=== Task description ===
The required result is every line of the records that includes "image".

=== Provided data ===
=== Begin Enclosure ===

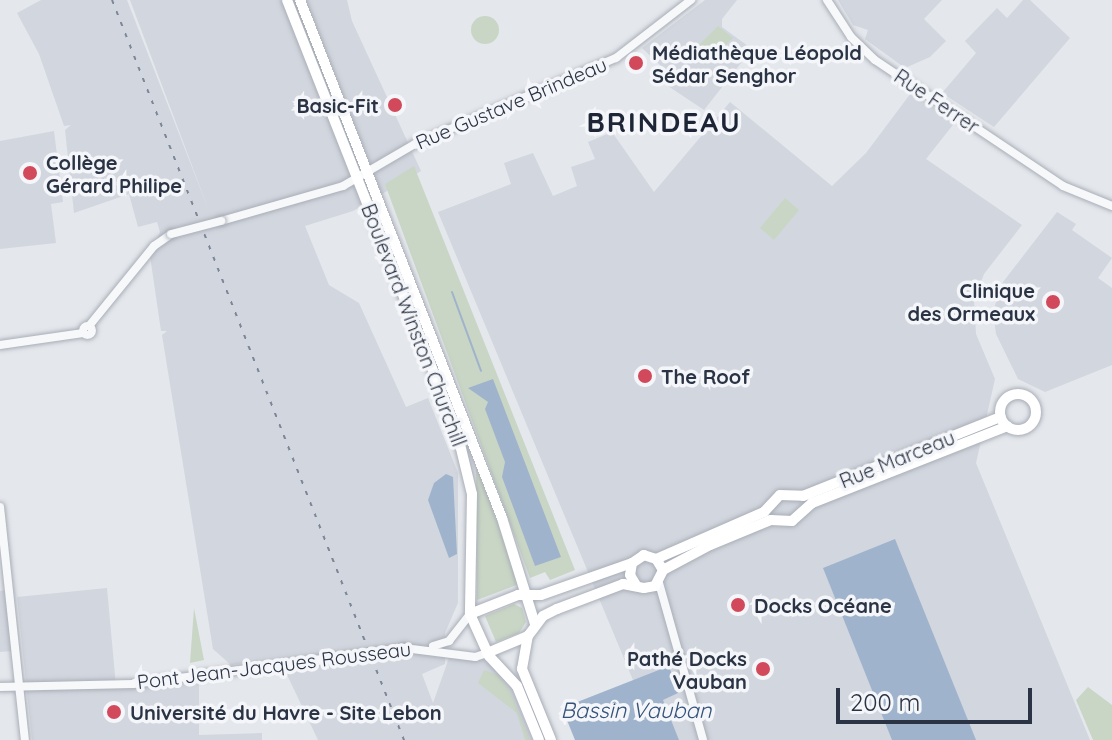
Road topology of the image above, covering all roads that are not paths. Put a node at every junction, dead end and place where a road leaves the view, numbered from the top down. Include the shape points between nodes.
1 (287, 0) edge
2 (300, 0) edge
3 (691, 0) edge
4 (827, 0) edge
5 (362, 175) junction
6 (1112, 206) edge
7 (0, 345) edge
8 (792, 495) junction
9 (772, 505) junction
10 (0, 507) edge
11 (800, 509) junction
12 (777, 520) junction
13 (656, 559) junction
14 (632, 563) junction
15 (663, 570) junction
16 (659, 583) junction
17 (636, 585) junction
18 (647, 588) junction
19 (528, 594) junction
20 (663, 606) junction
21 (466, 617) junction
22 (535, 624) junction
23 (528, 636) junction
24 (429, 648) junction
25 (487, 653) junction
26 (19, 686) junction
27 (0, 687) edge
28 (25, 740) edge
29 (539, 740) edge
30 (551, 740) edge
31 (703, 740) edge

1 - 5 main road, Boulevard Winston Churchill
2 - 5 main road, Boulevard Winston Churchill
3 - 5 street, Rue Gustave Brindeau via 616,58 415,144
4 - 6 street, Rue Ferrer via 863,51 1063,186
5 - 7 street, Rue Gustave Brindeau, bridge via 335,189 171,234 154,246 86,329
5 - 19 main road, Boulevard Winston Churchill
5 - 21 main road, Boulevard Winston Churchill via 464,458 472,494
8 - 9 main road, Rue Marceau via 780,495
8 - 11 main road
8 - 11 main road, Rue Marceau via 803,496 1004,422
9 - 12 main road
9 - 13 main road, Rue Marceau
10 - 26 street
11 - 12 main road, Rue Marceau via 792,521
12 - 15 main road, Rue Marceau via 710,545
13 - 14 main road via 644,555
13 - 15 main road
14 - 17 main road via 630,575
14 - 19 main road via 541,595
15 - 16 main road
16 - 18 main road
16 - 20 street
17 - 18 main road
17 - 22 main road via 623,584 557,609
18 - 20 street
19 - 21 main road
19 - 22 main road, Boulevard Winston Churchill
20 - 31 street
21 - 24 street, Pont Jean-Jacques Rousseau via 449,641
21 - 25 main road, Boulevard Winston Churchill
22 - 23 main road
23 - 25 main road
23 - 30 main road via 522,669
24 - 25 street, Pont Jean-Jacques Rousseau via 471,656
24 - 26 street, Pont Jean-Jacques Rousseau, bridge via 120,682
25 - 29 main road, Boulevard Winston Churchill via 522,696
26 - 27 street, Pont Jean-Jacques Rousseau
26 - 28 street

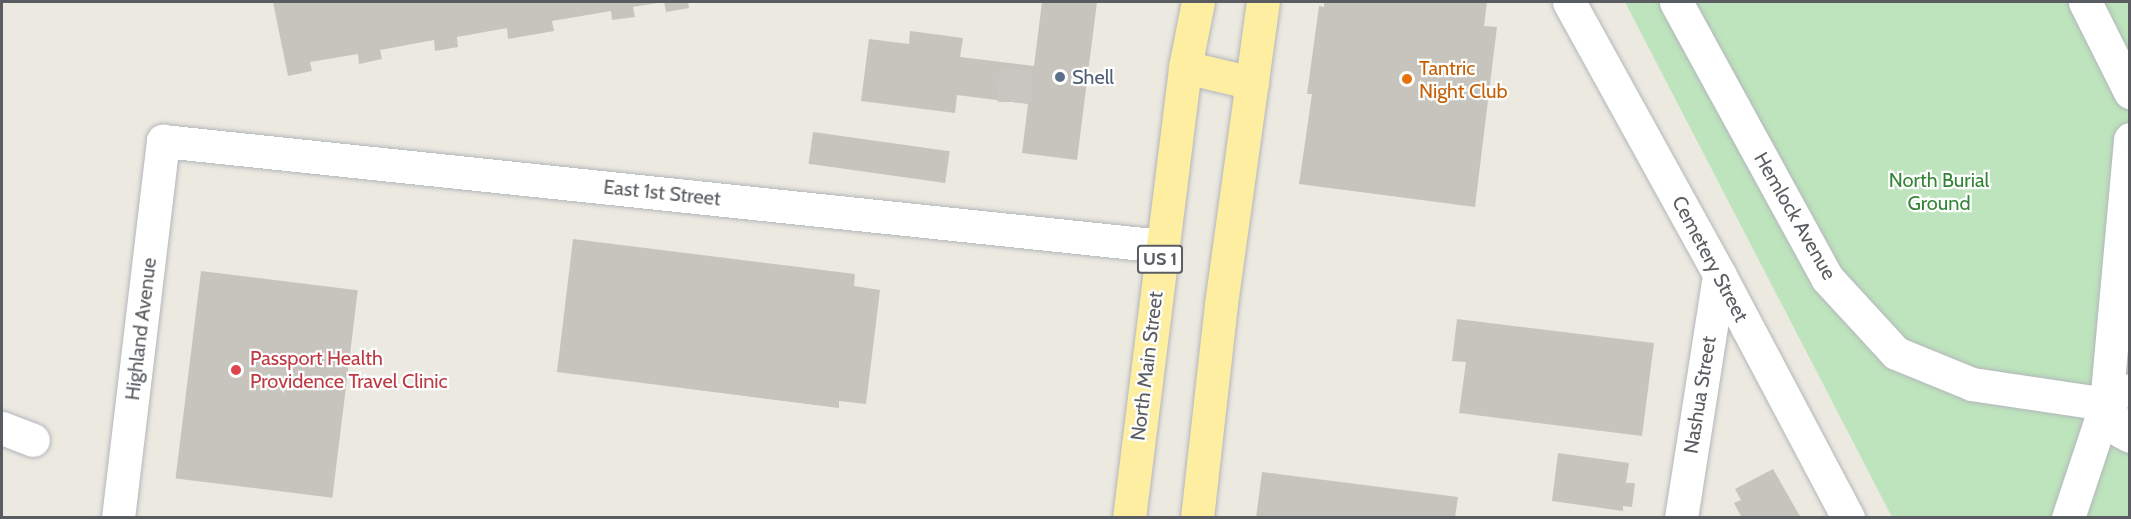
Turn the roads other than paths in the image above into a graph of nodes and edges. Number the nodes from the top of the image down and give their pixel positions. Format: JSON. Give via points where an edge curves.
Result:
{"nodes":[{"id":1,"x":1198,"y":2,"type":"edge"},
{"id":2,"x":1263,"y":2,"type":"edge"},
{"id":3,"x":1569,"y":2,"type":"edge"},
{"id":4,"x":1676,"y":2,"type":"edge"},
{"id":5,"x":2085,"y":2,"type":"edge"},
{"id":6,"x":1185,"y":67,"type":"junction"},
{"id":7,"x":1252,"y":82,"type":"junction"},
{"id":8,"x":2130,"y":92,"type":"edge"},
{"id":9,"x":2130,"y":139,"type":"edge"},
{"id":10,"x":163,"y":141,"type":"joint"},
{"id":11,"x":1162,"y":246,"type":"junction"},
{"id":12,"x":1719,"y":273,"type":"junction"},
{"id":13,"x":2118,"y":394,"type":"edge"},
{"id":14,"x":2,"y":428,"type":"edge"},
{"id":15,"x":2130,"y":436,"type":"edge"},
{"id":16,"x":33,"y":440,"type":"dead end"},
{"id":17,"x":118,"y":518,"type":"edge"},
{"id":18,"x":1129,"y":518,"type":"edge"},
{"id":19,"x":1197,"y":518,"type":"edge"},
{"id":20,"x":1681,"y":518,"type":"edge"},
{"id":21,"x":1848,"y":518,"type":"edge"},
{"id":22,"x":2068,"y":518,"type":"edge"}],
"edges":[{"from":1,"to":6,"type":"main road","name":"North Main Street","number":"US 1"},
{"from":2,"to":7,"type":"main road"},
{"from":3,"to":12,"type":"street","name":"Cemetery Street"},
{"from":4,"to":13,"type":"street","name":"Hemlock Avenue","via":[[1827,278],[1896,353],[1972,384]]},
{"from":5,"to":8,"type":"street"},
{"from":6,"to":7,"type":"main road"},
{"from":6,"to":11,"type":"main road","name":"North Main Street","number":"US 1"},
{"from":7,"to":19,"type":"main road"},
{"from":9,"to":13,"type":"street"},
{"from":10,"to":11,"type":"street","name":"East 1st Street"},
{"from":10,"to":17,"type":"street","name":"Highland Avenue"},
{"from":11,"to":18,"type":"main road","name":"North Main Street","number":"US 1"},
{"from":12,"to":20,"type":"street","name":"Nashua Street"},
{"from":12,"to":21,"type":"street","name":"Cemetery Street"},
{"from":13,"to":15,"type":"street","via":[[2121,431]]},
{"from":13,"to":22,"type":"street"},
{"from":14,"to":16,"type":"street"}]}
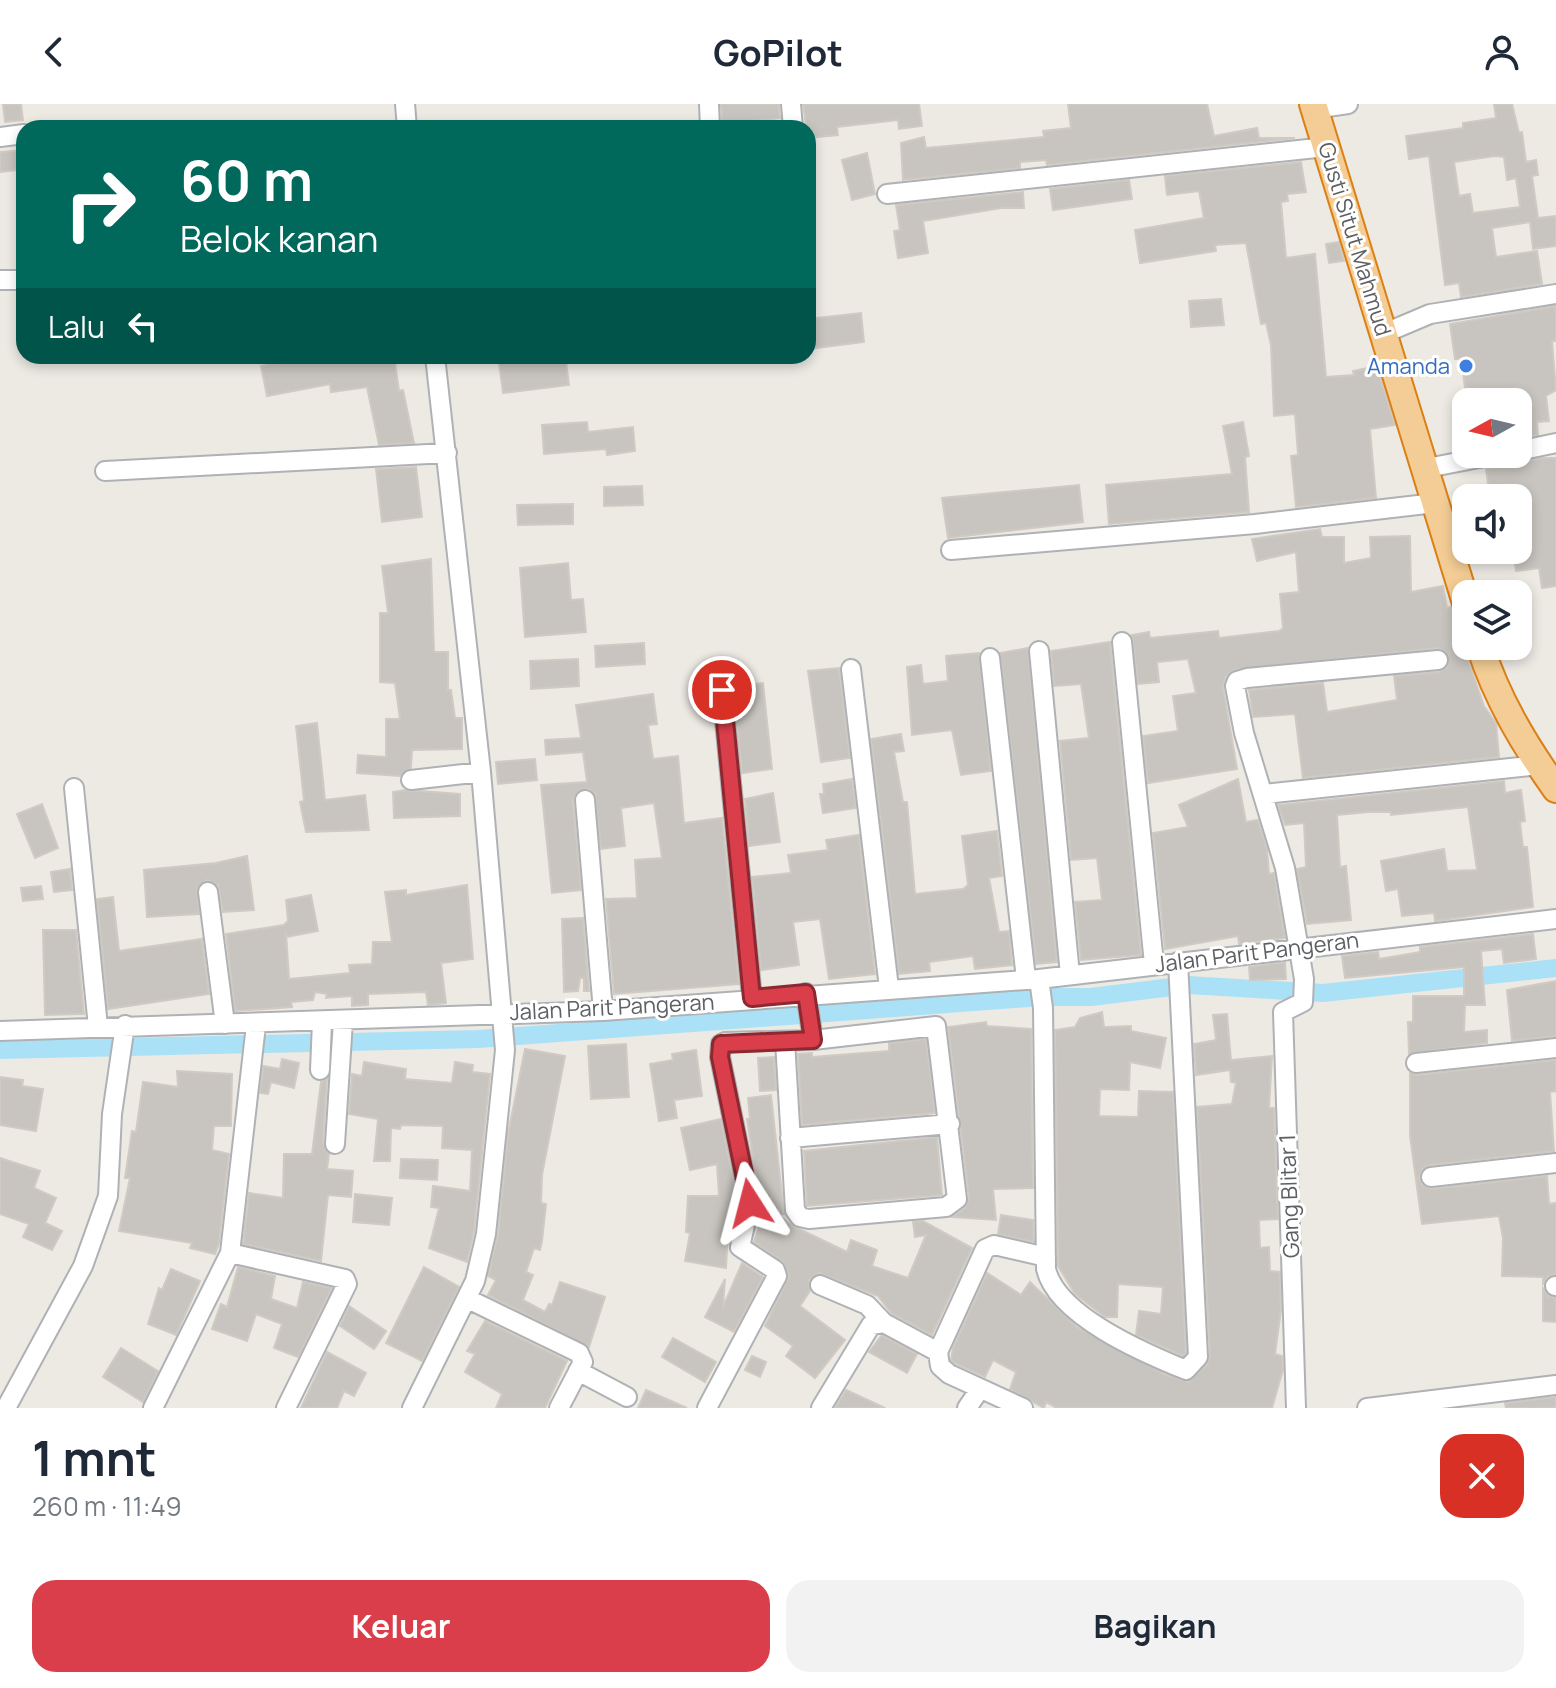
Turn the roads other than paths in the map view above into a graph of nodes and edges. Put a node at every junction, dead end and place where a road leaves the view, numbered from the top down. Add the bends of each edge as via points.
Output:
1 (1348, 104) edge
2 (1314, 106) edge
3 (1326, 147) junction
4 (887, 194) dead end
5 (1556, 294) edge
6 (1385, 333) junction
7 (436, 364) edge
8 (1556, 443) edge
9 (1532, 448) edge
10 (447, 453) junction
11 (1452, 463) edge
12 (1427, 468) junction
13 (105, 471) dead end
14 (1435, 503) junction
15 (951, 550) dead end
16 (1459, 580) edge
17 (1122, 642) dead end
18 (1039, 651) dead end
19 (990, 658) dead end
20 (1438, 660) dead end
21 (1486, 660) edge
22 (851, 669) dead end
23 (722, 690) dead end
24 (1539, 765) junction
25 (481, 772) junction
26 (411, 780) dead end
27 (74, 788) dead end
28 (1556, 789) edge
29 (1264, 794) junction
30 (585, 800) dead end
31 (208, 892) dead end
32 (1556, 919) edge
33 (1299, 947) junction
34 (1154, 964) junction
35 (1178, 968) junction
36 (1070, 975) junction
37 (1035, 981) junction
38 (889, 988) junction
39 (752, 998) junction
40 (806, 998) junction
41 (603, 1011) junction
42 (504, 1019) junction
43 (342, 1022) junction
44 (225, 1024) junction
45 (98, 1027) junction
46 (256, 1029) junction
47 (0, 1031) edge
48 (812, 1035) junction
49 (121, 1040) junction
50 (785, 1041) junction
51 (1556, 1048) edge
52 (1416, 1063) dead end
53 (950, 1124) junction
54 (790, 1138) junction
55 (335, 1144) dead end
56 (1556, 1163) edge
57 (1431, 1177) dead end
58 (230, 1253) junction
59 (1046, 1257) junction
60 (820, 1285) dead end
61 (468, 1299) junction
62 (884, 1323) junction
63 (938, 1352) junction
64 (578, 1371) junction
65 (1556, 1385) edge
66 (980, 1389) junction
67 (627, 1397) dead end
68 (1431, 1403) edge
69 (6, 1408) edge
70 (153, 1408) edge
71 (286, 1408) edge
72 (412, 1408) edge
73 (559, 1408) edge
74 (707, 1408) edge
75 (821, 1408) edge
76 (967, 1408) edge
77 (1023, 1408) edge
78 (1296, 1408) edge
79 (1367, 1408) edge

1 - 2 street
2 - 3 highway, Gusti Situt Mahmud
3 - 4 street
3 - 6 highway, Gusti Situt Mahmud
5 - 6 street via 1430,314
6 - 12 highway, Gusti Situt Mahmud
7 - 10 street
8 - 9 street
10 - 13 street
10 - 25 street
11 - 12 street
12 - 14 highway, Gusti Situt Mahmud
14 - 15 street
14 - 16 highway, Gusti Situt Mahmud
17 - 34 street
18 - 36 street
19 - 37 street
20 - 29 street via 1237,681 1235,698
21 - 24 highway via 1512,723
22 - 38 street
23 - 39 street
24 - 28 highway
24 - 29 street
25 - 26 street
25 - 42 street
27 - 45 street
29 - 33 street
30 - 41 street
31 - 44 street
32 - 33 street, Jalan Parit Pangeran
33 - 35 street, Jalan Parit Pangeran
33 - 78 street, Gang Blitar 1 via 1303,1002 1283,1012
34 - 35 street, Jalan Parit Pangeran
34 - 36 street, Jalan Parit Pangeran
35 - 59 street via 1198,1357 1194,1364 1186,1370 1158,1359 1080,1313 1050,1284
36 - 37 street, Jalan Parit Pangeran
37 - 38 street, Jalan Parit Pangeran
37 - 59 street via 1043,1008
38 - 40 street, Jalan Parit Pangeran
39 - 40 street, Jalan Parit Pangeran
39 - 41 street, Jalan Parit Pangeran
40 - 48 street
41 - 42 street, Jalan Parit Pangeran
42 - 43 street, Jalan Parit Pangeran
42 - 61 street via 486,1234
43 - 46 street, Jalan Parit Pangeran via 321,1045
43 - 55 street
44 - 46 street, Jalan Parit Pangeran
44 - 49 street, Jalan Parit Pangeran
45 - 47 street, Jalan Parit Pangeran
45 - 49 street, Jalan Parit Pangeran
46 - 58 street
48 - 50 street
48 - 53 street via 932,1025 938,1030
49 - 69 street via 108,1196 83,1266
50 - 54 street
50 - 74 street via 725,1042 720,1049 750,1203 740,1247 777,1276
51 - 52 street
53 - 54 street
53 - 54 street via 957,1199 953,1205 809,1219 795,1210
56 - 57 street
58 - 70 street
58 - 71 street via 323,1273 347,1284
59 - 63 street via 994,1245 985,1249
60 - 62 street via 867,1305
61 - 64 street via 579,1353 583,1362
61 - 72 street
62 - 63 street
62 - 75 street via 871,1325
63 - 66 street via 940,1366 949,1374
64 - 67 street
64 - 73 street
65 - 68 street
66 - 76 street
66 - 77 street
68 - 79 street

=== End Enclosure ===

=== Exercise output ===
Road topology of the image above, covering all roads that are not paths. Put a node at every junction, dead end and place where a road leaves the view, numbered from the top down. Include the shape points between nodes.
Turn the roads other than paths in the image above into a graph of nodes and edges. Number the nodes from the top of the image down and give their pixel positions. Format: JSON. Give via points where an edge curves.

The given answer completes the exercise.